Furthermore, Heazelwood’s family were just as important in shaping The Bedroom Philosopher as we know him today. “My Nan’s raucous, rambunctious, ‘giggly couple of beers’ nature really set a precedent for the importance of joking about in my life,” the comedian muses. “I laughed a lot as a kid, despite a lot of heartache and disappointments. It was always there to fall back on. Us Heazlewood’s are sensitive creatures, but we’re also pretty eccentric and okay with being silly.”
Heazelwood’s trip down memory lane soon turns into a commentary on his craft. Again, it seems, there’s more to being funny than meets the eye. “Most comedians take life really fucking seriously. I guess it’s about tasting the Buddhist style highs and lows. You can’t know the giddy heights of humor without knowing the bowels of sadness,” he declares. “You’re constructing something: taking meanings and putting them together. You have to get your hands dirty, like a kid smearing clay together to make something. If comedy is tragedy plus time, then I guess you have to know tragedy, and be prepared to get your hands in and mess it about.”

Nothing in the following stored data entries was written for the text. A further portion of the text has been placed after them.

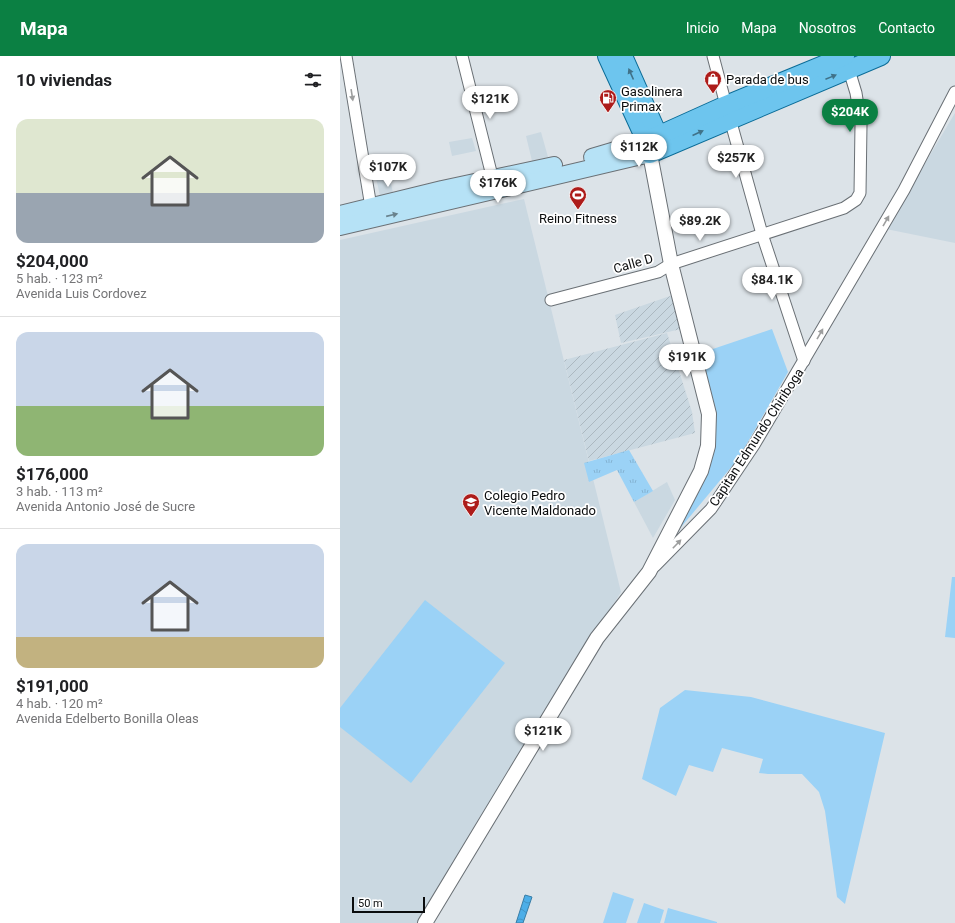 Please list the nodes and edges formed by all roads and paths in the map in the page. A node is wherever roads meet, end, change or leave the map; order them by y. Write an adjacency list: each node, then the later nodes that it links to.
1 (346, 56): 12 (street, one-way to 12)
2 (462, 56): 11 (street)
3 (607, 56): 10 (main road)
4 (623, 56): 10 (main road, one-way to 4)
5 (713, 56): 9 (street)
6 (881, 56): 7 (main road)
7 (847, 63): 9 (main road); 15 (street, Calle D)
8 (955, 92): 18 (street, Capitan Edmundo Chiriboga, one-way to 8)
9 (728, 112): 10 (main road); 15 (street)
10 (655, 144): 11 (main road); 16 (street)
11 (494, 185): 12 (main road)
12 (372, 213): 13 (main road); 14 (main road)
13 (340, 214)
14 (340, 227)
15 (762, 234): 16 (street, Calle D); 18 (street)
16 (671, 264): 17 (street, Calle D); 19 (street)
17 (551, 300)
18 (804, 361): 19 (street, Capitan Edmundo Chiriboga, one-way to 18)
19 (649, 572): 20 (street, Capitan Edmundo Chiriboga)
20 (425, 923)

And the Tasmanian-born, Melbourne-based comic knows as well as anyone just how messy life can get, grappling with his fair share of tragedies and personal battles. “My Mum had schizophrenia, so I have a pretty unique view of the world, and an extremely high tolerance for the weird and strange side of being human,” he cites. “In the Songs From The 86 Tram stage show it was very important to me to include a mentally ill character and do it with some intelligence and empathy,”
“I’m annoyed how lame this country is at talking about mental illness. I mean, when I was depressed a couple of years ago and on anti-depressants, very few people wanted to know a thing about it. Despite the fact that heaps of young people are on them. I also get annoyed at mainstream media’s constant removal of anything remotely weird or strange, which I guess is why I’ve made a lot of my career about exploring and celebrating the dark and the twisted and the sad and the eccentric,” Heazelwood reveals. “It’s there and it makes us who we are and there’s no point sweeping it all under the carpet or in the too hard basket.”

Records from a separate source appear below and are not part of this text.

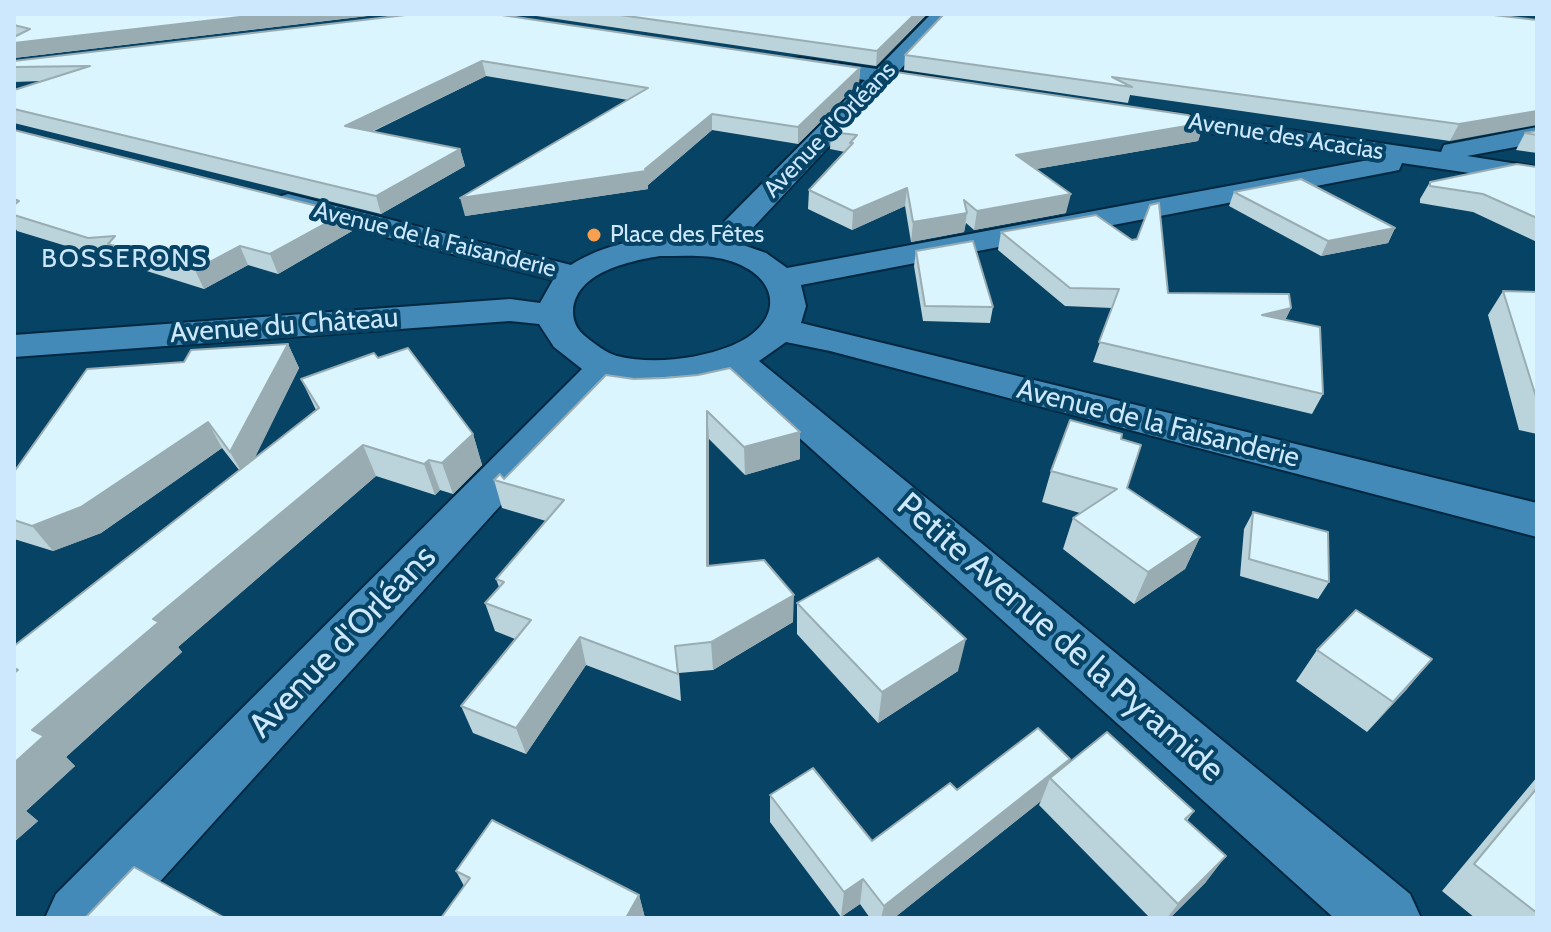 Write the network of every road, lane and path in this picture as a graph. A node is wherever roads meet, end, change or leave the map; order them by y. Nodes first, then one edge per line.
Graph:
1 (942, 14) edge
2 (774, 60) edge
3 (881, 76) junction
4 (968, 89) edge
5 (1123, 113) edge
6 (1537, 135) edge
7 (1420, 158) junction
8 (1537, 175) edge
9 (261, 196) edge
10 (724, 250) junction
11 (576, 276) junction
12 (780, 279) junction
13 (554, 315) junction
14 (779, 330) junction
15 (14, 346) edge
16 (733, 359) junction
17 (606, 366) junction
18 (1537, 520) edge
19 (80, 918) edge
20 (1386, 918) edge

1 - 3 street, Avenue d'Orléans
2 - 3 street
3 - 4 street
3 - 10 street, Avenue d'Orléans
5 - 7 street, Avenue des Acacias
6 - 7 street
7 - 8 street, Avenue des Acacias
7 - 12 street
9 - 11 street, Avenue de la Faisanderie
10 - 11 street
10 - 12 street
11 - 13 street
12 - 14 street
13 - 15 street, Avenue du Château
13 - 17 street
14 - 16 street
14 - 18 street, Avenue de la Faisanderie
16 - 17 street
16 - 20 street, Petite Avenue de la Pyramide
17 - 19 street, Avenue d'Orléans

It’s an approach that audiences have embraced wholeheartedly since the return of Songs From The 86 Tram, and future acclaim beckons as the album begins to hit store shelves. But what’s next for the Bedroom Philosopher? “Suburb domination. Get on Spicks And Specks. Pay off credit card. Turn 30. Yoga. Go vego. Become cliché,” he offers, for starters.
“I have thought about writing a bunch of songs that are just me and guitar, in a kind of bid to get back to songwriting simplicity. The last couple of albums have been about satisfying a frustrated music brain, but that is getting pretty well satisfied, and there is something cool about voice and guitar. Music’s getting so damn busy these days. Everyone’s packing protocols and twenty-four tracks of freaking horns and strings.”
And for the rest of us?
“Oh, you know… more of the same. Completely ignoring the devastating warning sent by scientists about overpopulation and global warming in favour of criminals getting stabbed in jails and sportsmen’s model girlfriends getting their tits out,” he casually laments. “Seriously, we could be knee deep in water and the politicians would be delaying environmental policy talks for another six months… as an objective member of the human race, I am so disappointed by our behaviour that I’m not all that convinced that we’ll survive or that we deserve to. There better be an afterlife or I’ll be pissed.”
Songs From The 86 Tram out now through Nan & Pop Records / Shock.